Task prompt =>
Return the records exactly, with nothing added.

Entries provided =>
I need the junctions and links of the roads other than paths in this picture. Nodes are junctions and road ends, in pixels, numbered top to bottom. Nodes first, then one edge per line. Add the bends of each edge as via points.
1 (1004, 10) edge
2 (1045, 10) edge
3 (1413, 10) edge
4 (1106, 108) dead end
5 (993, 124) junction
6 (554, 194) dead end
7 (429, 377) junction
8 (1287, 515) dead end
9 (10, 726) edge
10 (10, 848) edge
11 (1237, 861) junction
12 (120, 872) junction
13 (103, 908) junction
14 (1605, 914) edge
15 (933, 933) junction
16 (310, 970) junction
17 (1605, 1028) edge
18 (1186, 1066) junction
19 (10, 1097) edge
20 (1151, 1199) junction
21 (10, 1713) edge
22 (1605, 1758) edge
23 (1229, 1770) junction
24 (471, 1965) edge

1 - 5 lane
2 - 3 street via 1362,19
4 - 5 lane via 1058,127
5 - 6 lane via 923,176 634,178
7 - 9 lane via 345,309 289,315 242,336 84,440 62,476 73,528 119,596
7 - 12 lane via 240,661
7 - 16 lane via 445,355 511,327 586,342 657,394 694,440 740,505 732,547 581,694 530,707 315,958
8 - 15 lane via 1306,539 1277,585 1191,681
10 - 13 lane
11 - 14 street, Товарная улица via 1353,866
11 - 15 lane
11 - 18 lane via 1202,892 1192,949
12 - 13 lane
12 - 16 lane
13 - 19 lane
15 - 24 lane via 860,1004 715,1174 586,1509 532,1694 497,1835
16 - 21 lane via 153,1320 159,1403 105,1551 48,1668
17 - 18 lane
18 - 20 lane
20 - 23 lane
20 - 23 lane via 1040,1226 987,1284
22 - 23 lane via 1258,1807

Answer to this task =>
I need the junctions and links of the roads other than paths in this picture. Nodes are junctions and road ends, in pixels, numbered top to bottom. Nodes first, then one edge per line. Add the bends of each edge as via points.
1 (1004, 10) edge
2 (1045, 10) edge
3 (1413, 10) edge
4 (1106, 108) dead end
5 (993, 124) junction
6 (554, 194) dead end
7 (429, 377) junction
8 (1287, 515) dead end
9 (10, 726) edge
10 (10, 848) edge
11 (1237, 861) junction
12 (120, 872) junction
13 (103, 908) junction
14 (1605, 914) edge
15 (933, 933) junction
16 (310, 970) junction
17 (1605, 1028) edge
18 (1186, 1066) junction
19 (10, 1097) edge
20 (1151, 1199) junction
21 (10, 1713) edge
22 (1605, 1758) edge
23 (1229, 1770) junction
24 (471, 1965) edge

1 - 5 lane
2 - 3 street via 1362,19
4 - 5 lane via 1058,127
5 - 6 lane via 923,176 634,178
7 - 9 lane via 345,309 289,315 242,336 84,440 62,476 73,528 119,596
7 - 12 lane via 240,661
7 - 16 lane via 445,355 511,327 586,342 657,394 694,440 740,505 732,547 581,694 530,707 315,958
8 - 15 lane via 1306,539 1277,585 1191,681
10 - 13 lane
11 - 14 street, Товарная улица via 1353,866
11 - 15 lane
11 - 18 lane via 1202,892 1192,949
12 - 13 lane
12 - 16 lane
13 - 19 lane
15 - 24 lane via 860,1004 715,1174 586,1509 532,1694 497,1835
16 - 21 lane via 153,1320 159,1403 105,1551 48,1668
17 - 18 lane
18 - 20 lane
20 - 23 lane
20 - 23 lane via 1040,1226 987,1284
22 - 23 lane via 1258,1807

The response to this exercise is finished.